Korean Comeback (Part II)

May 24, 1999

It was one of the most successful launches in U.S. automotive history, but after its initial burst of success, Hyundai Motor America’s star quickly tarnished. Today, it is selling half as many vehicles as it did in the mid-1980s.

Not so for rival Kia Motors. The smallest and shakiest of the Korean carmakers and the second to enter the U.S. market, Kia’s sales have steadily grown as the carmaker has carved out a unique niche for itself among budget-conscious American consumers.

Unfortunately for Kia, its success in the States wasn’t echoed at home. When the Korean economy collapsed two years ago, it barely kept its doors open. After three attempts, Kia was auctioned off to Hyundai Motor Co. Though Ford Motor Co. seemed an eager bidder, industry sources hint the outcome was preordained by Korea’s leaders, intent on keeping Kia in domestic hands.

Hyundai has had to swallow hard, taking on $6 billion of Kia’s debt, even after generous restructuring by lenders. But the real challenge, Hyundai officials admit, is what they are going to do with their new subsidiary.

An adopted orphan

"Our mission is to reinvent Kia," said the company’s president, Kim Soo-Joong. Ironically, as an independent manufacturer, Kia mimicked Hyundai’s product program almost model for model. Now it will focus on becoming a "specialist carmaker." What that means, precisely, even Kia officials can’t say, though the likely focus is light trucks and other youth-oriented niches.

The process could be complicated since Kia now will have to share platforms used by Hyundai. This "platform strategy" has become an industry norm, allowing manufacturers to make common the components customers don’t see, while wrapping them inside unique bodies designed to emphasize each brand’s individual image.

"Last year, we had 23 platforms … and by 2004, it will be down to seven," said Hyundai Motor Co. President Chung Goo Lee, yielding an average savings of 100 billion won, or $900 million, per platform, mostly from improved economies of scale.

But "the savings will be offset by the (Kia) debt service," cautioned Han Kum-Hee, an analyst with the Merrill Lynch International branch in Seoul.

Reinvention or window dressing?

Since the Asian flu swept through Seoul, Korea’s carmakers insist they have taken plenty of steps to reinvent themselves. Kia was one of three carmakers forced to sell out, along with light truck maker Ssanyong and the automotive subsidiary of Korean chaebol, or conglomerate, Samsung. The multi-billion-dollar venture had yet to produce a single vehicle before being sold off to Daewoo.

The question is whether the changes are mere window dressing.

Prior to the economic crisis, Korean automakers proudly boasted of plans to install enough capacity to produce a combined 7 million units annually.

After the automotive shakeout, "the total capacity of the Korean auto industry is about 4 million units," said Kang Byung-Ho, who serves as both president of Daewoo Motor Co. and the head of the Korean Auto Manufacturers Association.

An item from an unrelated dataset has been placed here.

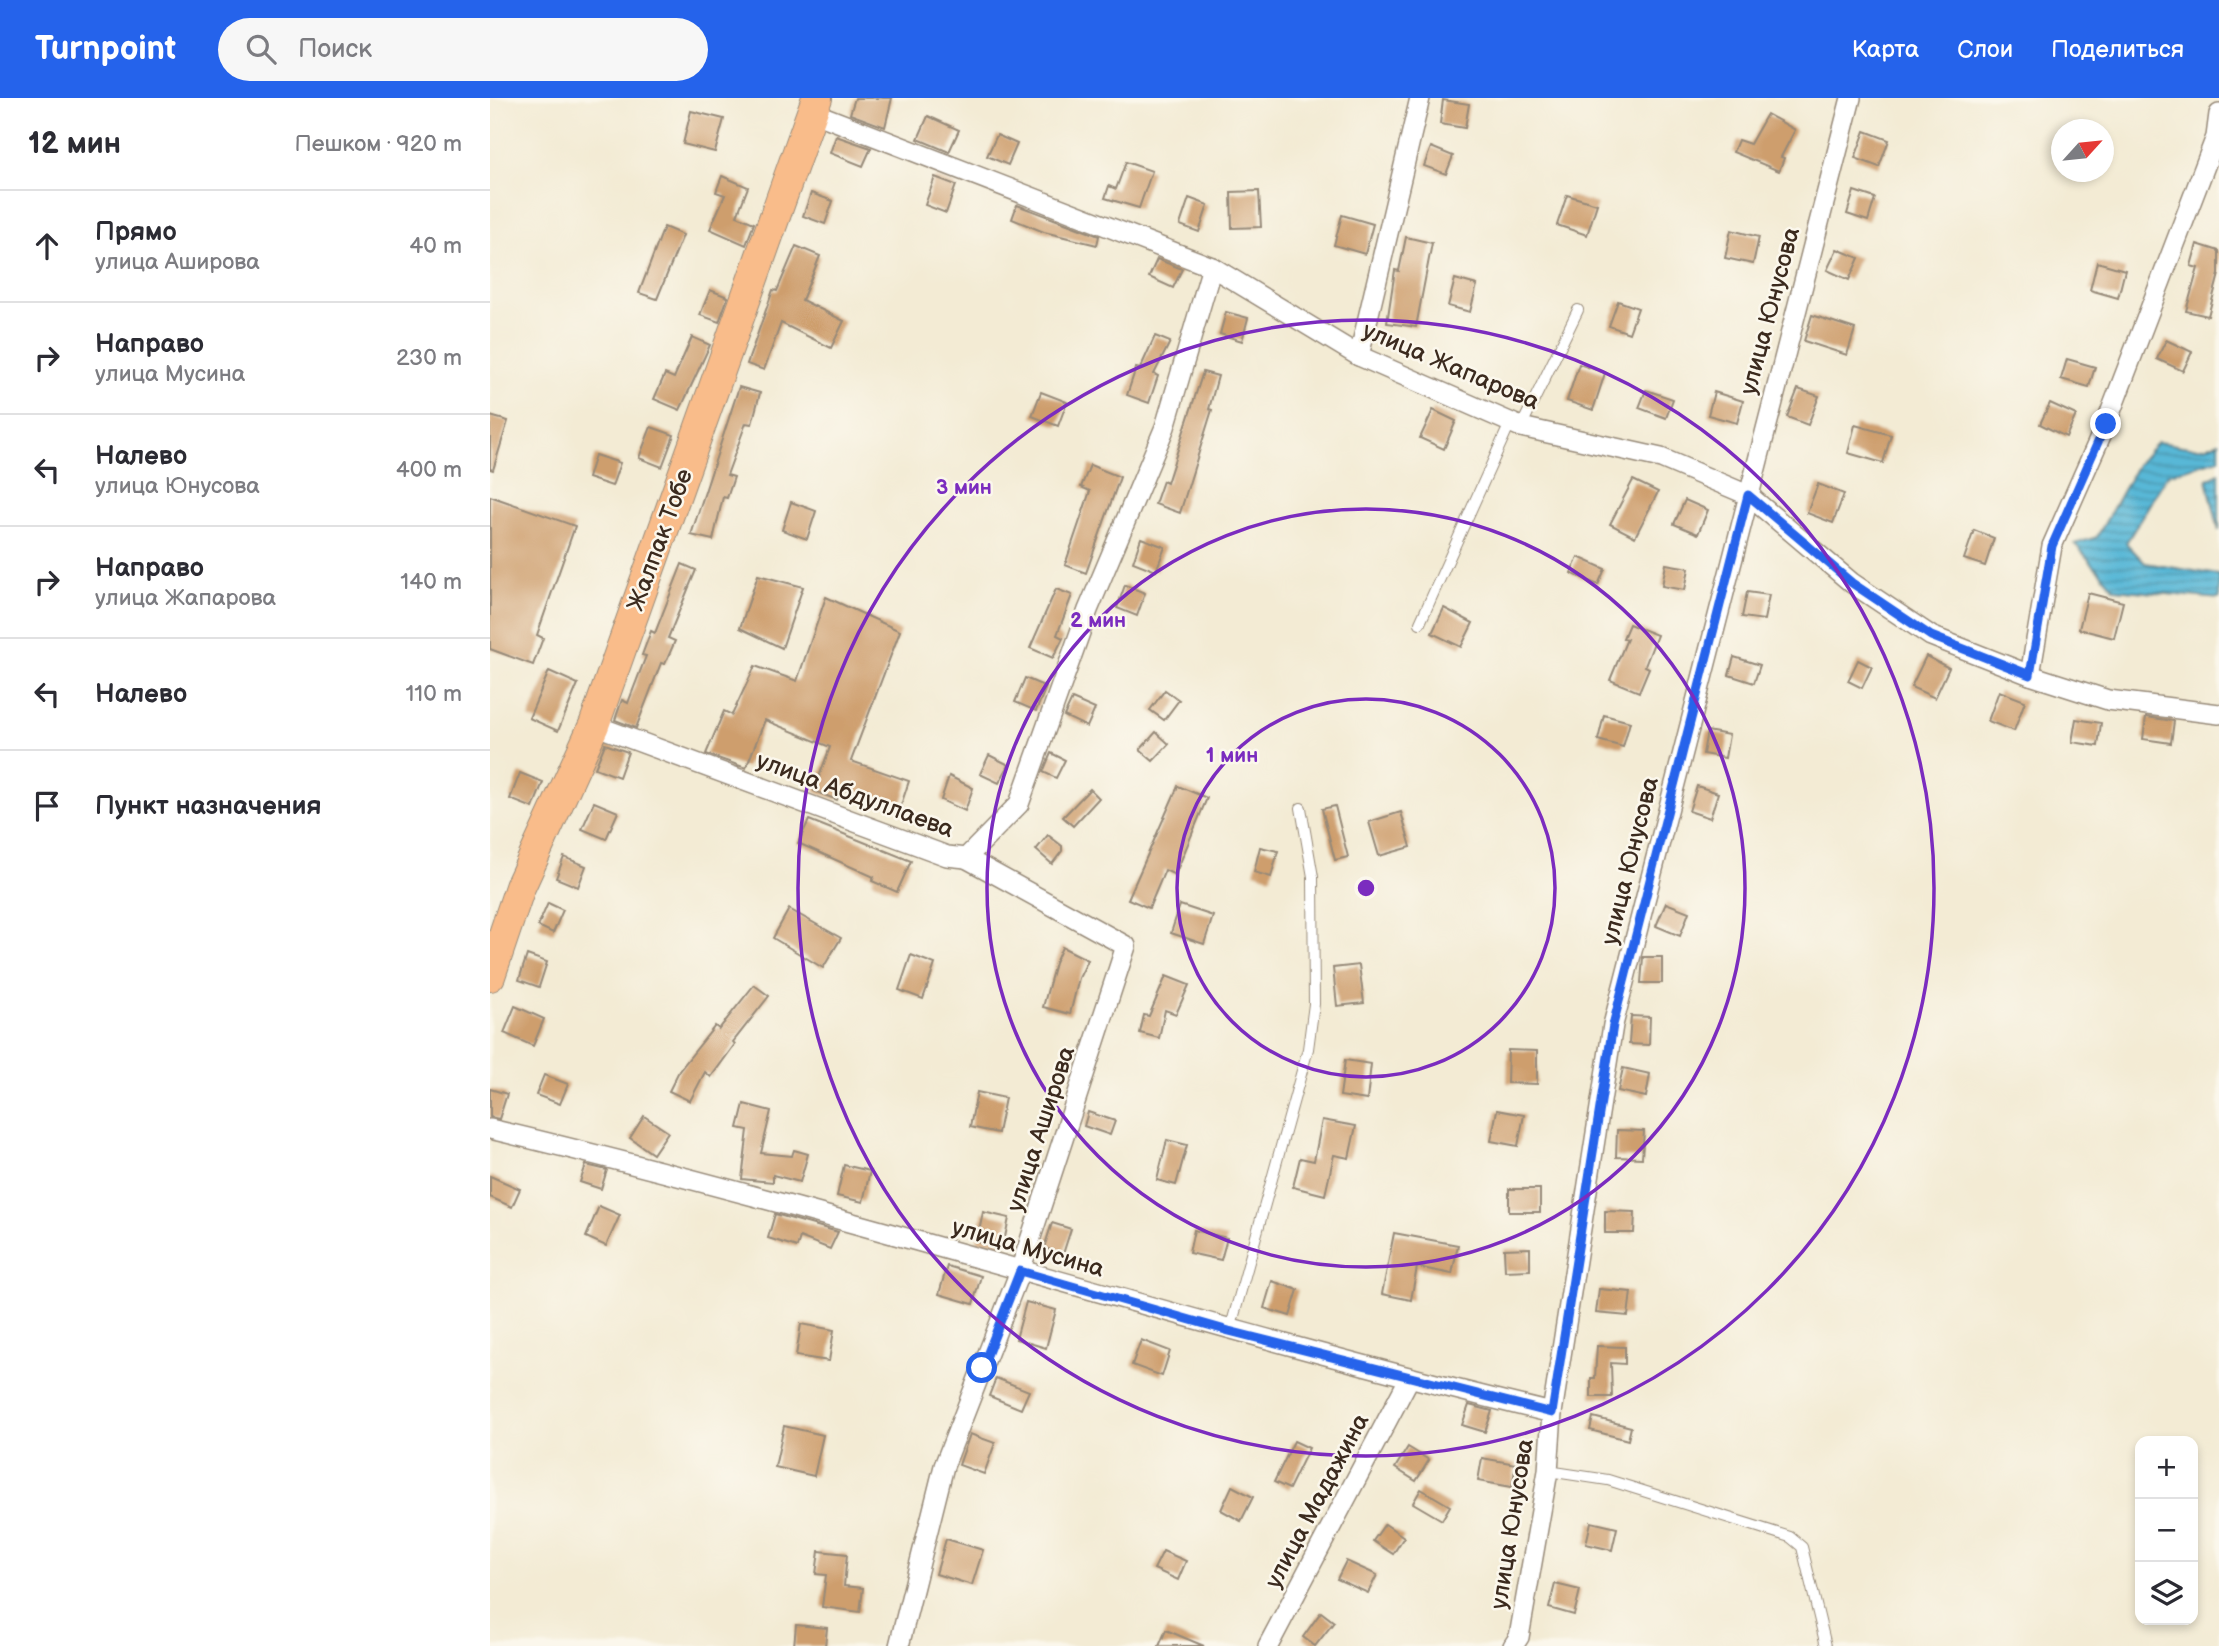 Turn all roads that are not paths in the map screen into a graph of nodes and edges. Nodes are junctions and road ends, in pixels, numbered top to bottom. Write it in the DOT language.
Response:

But so far, not a single plant has been closed. Even the Samsung facility may eventually go into production. The seeming cutback is largely the result of eliminating overtime and changing the way capacity is counted, admitted Hyundai CEO Kye Ahn Lee. If real cuts aren’t made soon, he predicted, the Korean industry "will not be able to survive in the 21st century."

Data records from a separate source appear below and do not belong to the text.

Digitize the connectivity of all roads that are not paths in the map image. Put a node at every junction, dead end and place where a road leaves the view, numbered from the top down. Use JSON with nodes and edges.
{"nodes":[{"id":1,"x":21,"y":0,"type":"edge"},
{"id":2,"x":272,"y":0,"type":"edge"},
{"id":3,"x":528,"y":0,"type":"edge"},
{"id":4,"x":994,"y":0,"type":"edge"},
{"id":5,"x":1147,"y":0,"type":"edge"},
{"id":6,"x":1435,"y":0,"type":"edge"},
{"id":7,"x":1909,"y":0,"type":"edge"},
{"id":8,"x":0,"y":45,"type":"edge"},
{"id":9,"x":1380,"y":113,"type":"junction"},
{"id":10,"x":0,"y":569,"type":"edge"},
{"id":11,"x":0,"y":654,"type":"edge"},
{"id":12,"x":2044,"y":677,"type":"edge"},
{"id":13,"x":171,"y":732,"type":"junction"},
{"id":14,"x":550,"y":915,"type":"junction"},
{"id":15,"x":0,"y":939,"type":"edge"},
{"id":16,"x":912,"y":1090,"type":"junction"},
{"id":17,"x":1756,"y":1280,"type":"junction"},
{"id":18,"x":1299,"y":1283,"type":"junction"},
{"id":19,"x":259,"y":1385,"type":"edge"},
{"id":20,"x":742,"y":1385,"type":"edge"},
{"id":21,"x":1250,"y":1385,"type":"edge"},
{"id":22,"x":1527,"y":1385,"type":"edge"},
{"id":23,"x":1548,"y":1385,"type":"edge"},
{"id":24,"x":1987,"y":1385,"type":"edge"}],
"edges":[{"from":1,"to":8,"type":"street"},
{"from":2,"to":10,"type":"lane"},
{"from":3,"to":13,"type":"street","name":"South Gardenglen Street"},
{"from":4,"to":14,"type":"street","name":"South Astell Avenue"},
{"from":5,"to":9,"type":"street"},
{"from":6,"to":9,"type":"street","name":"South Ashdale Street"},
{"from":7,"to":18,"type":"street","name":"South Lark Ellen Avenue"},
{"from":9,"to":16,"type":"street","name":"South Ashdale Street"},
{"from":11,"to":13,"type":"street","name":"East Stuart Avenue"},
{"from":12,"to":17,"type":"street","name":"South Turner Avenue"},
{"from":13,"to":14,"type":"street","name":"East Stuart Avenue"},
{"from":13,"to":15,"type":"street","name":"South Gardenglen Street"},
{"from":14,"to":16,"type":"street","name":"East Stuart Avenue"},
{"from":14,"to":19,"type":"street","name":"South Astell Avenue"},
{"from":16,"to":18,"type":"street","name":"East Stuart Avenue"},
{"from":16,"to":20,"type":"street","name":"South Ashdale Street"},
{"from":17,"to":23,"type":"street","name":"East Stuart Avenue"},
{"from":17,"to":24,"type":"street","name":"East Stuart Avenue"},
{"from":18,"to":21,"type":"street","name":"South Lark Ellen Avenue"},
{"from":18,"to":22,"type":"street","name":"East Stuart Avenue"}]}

Closing plants seems unlikely when even more modest efforts to trim the Korean automotive workforce have been hobbled by widespread protest. Hyundai wanted to trim more than 10,000 jobs, but settled for 1,500, largely through attrition.

The Seoul Motor Show

Despite the obstacles piled up in front of them, Korean automakers were visibly upbeat during this month’s Seoul Motor Show. And there are some good reasons.

Last year, the home market sank 50 percent, on top of the 12 percent decline in 1997. But the Korean economy seems to be shifting back into gear. With money in their pockets, Korean consumers purchased 46.7 percent more new vehicles during the first four months of 1999 than the year before. Exports surged 53.3 percent, much of that volume to North America, where Hyundai is showing signs of a recovery and where Daewoo has begun its own national rollout.

With Korean wages now close to par with European plants in Spain and even Great Britain, manufacturers are racing to automate — and move upmarket. The new Hyundai XG is designed to compete with the likes of the BMW 3 Series, and may reach the U.S. market in 2001.

Can the Koreans survive long term? Conventional wisdom holds only a half-dozen automakers will survive the global shakeout, and if that proves true, "one of them will definitely be Hyundai," declared the automaker’s CEO, Kye. Daewoo officials, on the other hand, continue to negotiate with General Motors Corp. to form a partnership.

Indeed, most observers believe that the Koreans will eventually be absorbed into one of the surviving automotive groups. But first, capacity must be cut, jobs eliminated and productivity sharply increased. Otherwise, they could be in for a rude awakening during the next economic crisis.